Browsing entries tagged with "childhood"
20 Jul 08

I Wanna Hold Your Hand (In The Car)

Posted in: Thoughts | Tags: , ,

When I was young, the only affection my parents ever showed for each other was occasionally (maybe five times ever) holding hands in the car. They never kissed, never hugged, never said “I love you”. Aside from sitting down to eat dinner, their lives were completely separate. They wouldn’t even sleep in the same room.

Now that I have a car, holding hands while driving has come to define a relationship for me. I leave my right hand on the shifter, tapping it to the beat of my music, but I always have this urge to hold someone’s hand, as if it’s some strange ideal I’ve never been able to experience.

21 Feb 05

Memories Of Manson

Posted in: Daily Life | Tags: , ,

I was listening to Manson’s second album, Antichrist Superstar, for the first time after a several year hiatus on the bus to work this morning. I was reminded of how much I went through with this album, for most of high-school and nearly two entire relationships. How comforting this music was for me, on the journey home from my exhausting classes and elitist classmates. It’s the only good album Manson ever put out, and also happens to be the only album that Trent Reznor produced for him. I’m willing to bet that it isn’t simple coincidence.

I never really get a chance to listen to these songs; even though I consider the music to be metal, the songs are too dark and moody to fit into my metal playlist. It’s the same thing with Tool. Aside from Opiate, which was just an EP anyway,Tool’s music has never fit into any specific genre to me. They have a metal feel and progressive rock elements, but are never enough of one or the either to fit into any of my playlists.

29 Nov 04

Life On Contract

Posted in: Thoughts | Tags: , ,

I remember once when I was younger, say about nine or ten, my parents took me for a car ride. I had no idea where we were going, because I never questioned them whenever they told me to get in the car. I’ve always been a victim of humming engines, and even today I find it hard to stay awake while riding in a car. I fell asleep and eventually woke up in a parked car with my seatbelt still on, uncertain of how much time had passed or where my parents had gone. The surroundings were unfamiliar, the parking lot, half-full, even more so. I sat there, expecting my parents to come back any second.

Not knowing how much more time went by, I started to question whether or not they had purposely left me there, some decade-late, do-it-yourself, abortion. “No”, I thought, “They wouldn’t just leave the car, it’s too much money”. When I couldn’t fight against my suspicion any longer, couldn’t convince myself that they wouldn’t just leave me in this lot like a baby on a doorstep, I started to cry. I didn’t know what to do. I gathered up the courage to leave the saftey of the car, and locked the door, knowing that in doing so I wouldn’t be able to get back in, but too scared of getting in trouble if my parents were ever to find out.

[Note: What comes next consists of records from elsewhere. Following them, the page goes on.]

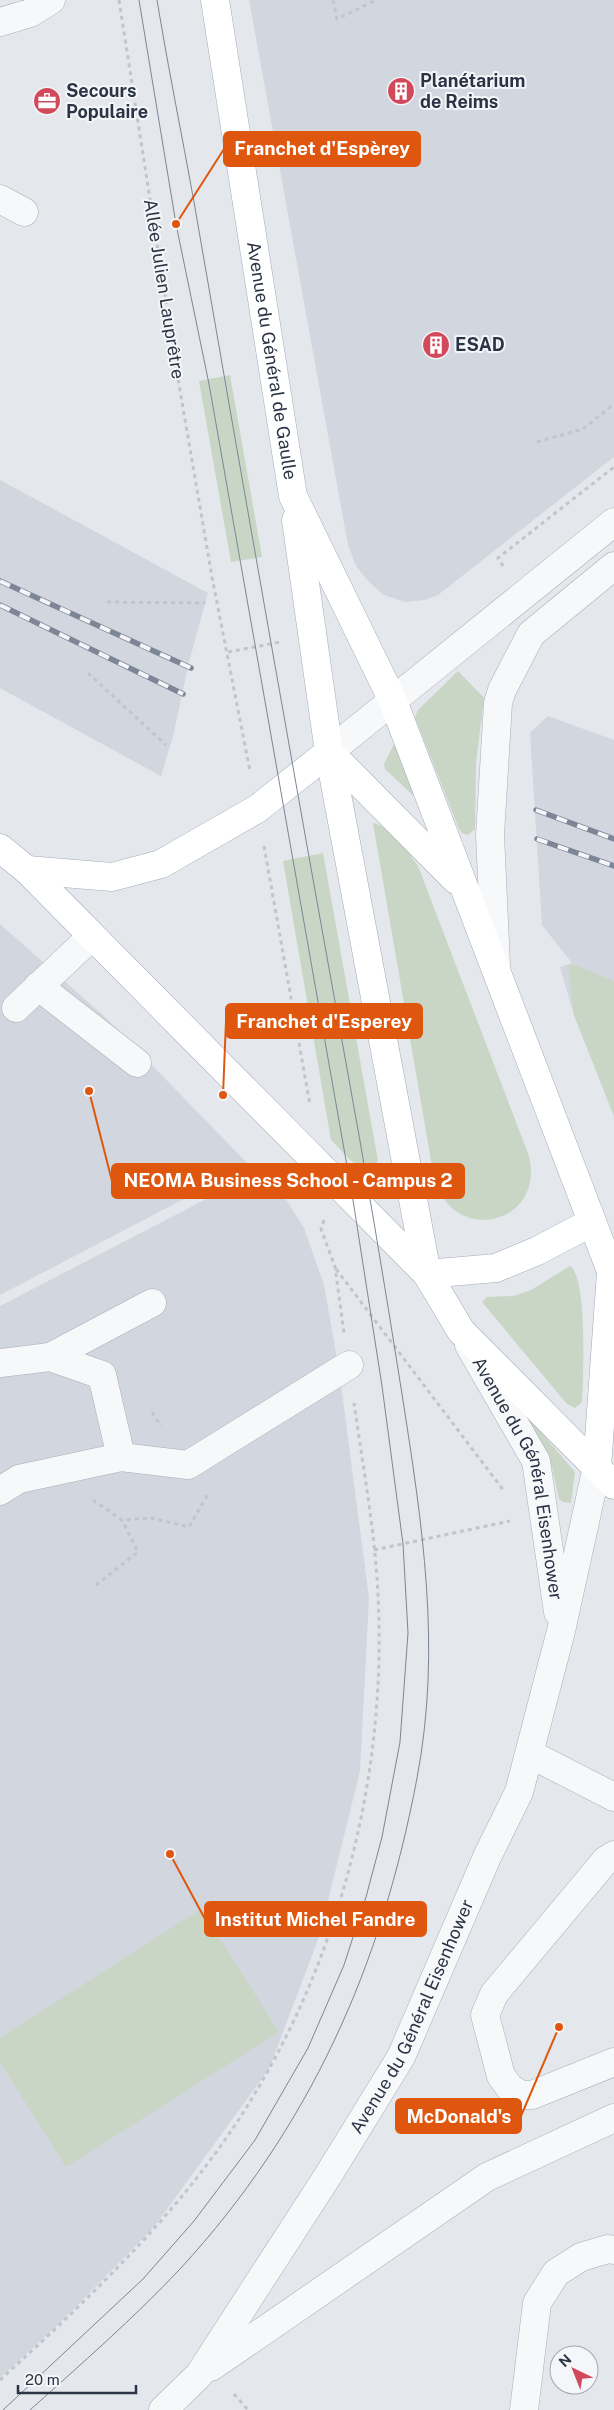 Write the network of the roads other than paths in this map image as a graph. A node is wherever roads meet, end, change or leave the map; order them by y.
1 (51, 0) edge
2 (215, 0) edge
3 (0, 22) edge
4 (0, 199) edge
5 (24, 212) dead end
6 (293, 496) junction
7 (614, 522) edge
8 (614, 566) edge
9 (392, 701) junction
10 (329, 752) junction
11 (0, 848) edge
12 (27, 870) junction
13 (464, 888) junction
14 (91, 937) junction
15 (496, 972) junction
16 (38, 986) junction
17 (16, 1008) dead end
18 (137, 1063) dead end
19 (592, 1222) junction
20 (427, 1274) junction
21 (612, 1276) edge
22 (152, 1303) dead end
23 (461, 1331) junction
24 (50, 1357) junction
25 (0, 1363) edge
26 (349, 1365) road end
27 (121, 1457) junction
28 (606, 1476) edge
29 (0, 1491) edge
30 (560, 1631) junction
31 (530, 1754) junction
32 (614, 1797) edge
33 (614, 1855) edge
34 (614, 2062) edge
35 (614, 2118) edge
36 (614, 2250) edge
37 (200, 2375) junction
38 (163, 2410) edge
39 (524, 2410) edge

1 - 3 street
2 - 6 main road, Avenue du Général de Gaulle
4 - 5 street
6 - 9 main road, Avenue du Général de Gaulle
6 - 10 main road
7 - 9 street
8 - 15 street
9 - 10 street
9 - 13 main road, Avenue du Général de Gaulle
10 - 12 main road
10 - 13 main road
10 - 20 main road
11 - 12 main road
12 - 14 main road
13 - 15 main road, Avenue du Général de Gaulle
14 - 16 street
14 - 20 main road
15 - 19 main road, Avenue du Général de Gaulle
16 - 17 street
16 - 18 street
19 - 20 main road
19 - 21 main road, Avenue du Général de Gaulle
20 - 23 main road
21 - 28 main road
22 - 24 street
23 - 28 main road
23 - 30 street, Avenue du Général Eisenhower
24 - 25 street
24 - 27 street
26 - 27 street
27 - 29 street
28 - 30 street, Avenue du Général Eisenhower
30 - 31 street, Avenue du Général Eisenhower
31 - 32 street
31 - 37 street, Avenue du Général Eisenhower
33 - 34 street
35 - 37 street, Avenue du Général Eisenhower
36 - 39 street
37 - 38 street, Avenue du Général Eisenhower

Wandering around the adjacent plaza, my face a complete sobbing mess, I looked for them through the store windows. Excuses, apologies, promises to be a good kid kept racing through my mind as I wondered from store to store, being careful not to let my eyes off the car. Eventually, I found them in a light fixture store, chatting with a sales clerk about some wood grain ceiling fan. I went in, approached them, and all I could say was, “Where did you go?”. They told me, matter-of-factly, that they went shopping and that I should have stayed asleep in the car. After finishing their conversation with the clerk, they left with me, and we all went home. I was shaken, but happy that I wasn’t discarded because of poor marks of bad piano form.

And even though I wish that the entire incident didn’t happen in the first place, a part of me wonders what it would be like if I had never found them. Perhaps a resolution.

An end to the stipulations of a conditional life.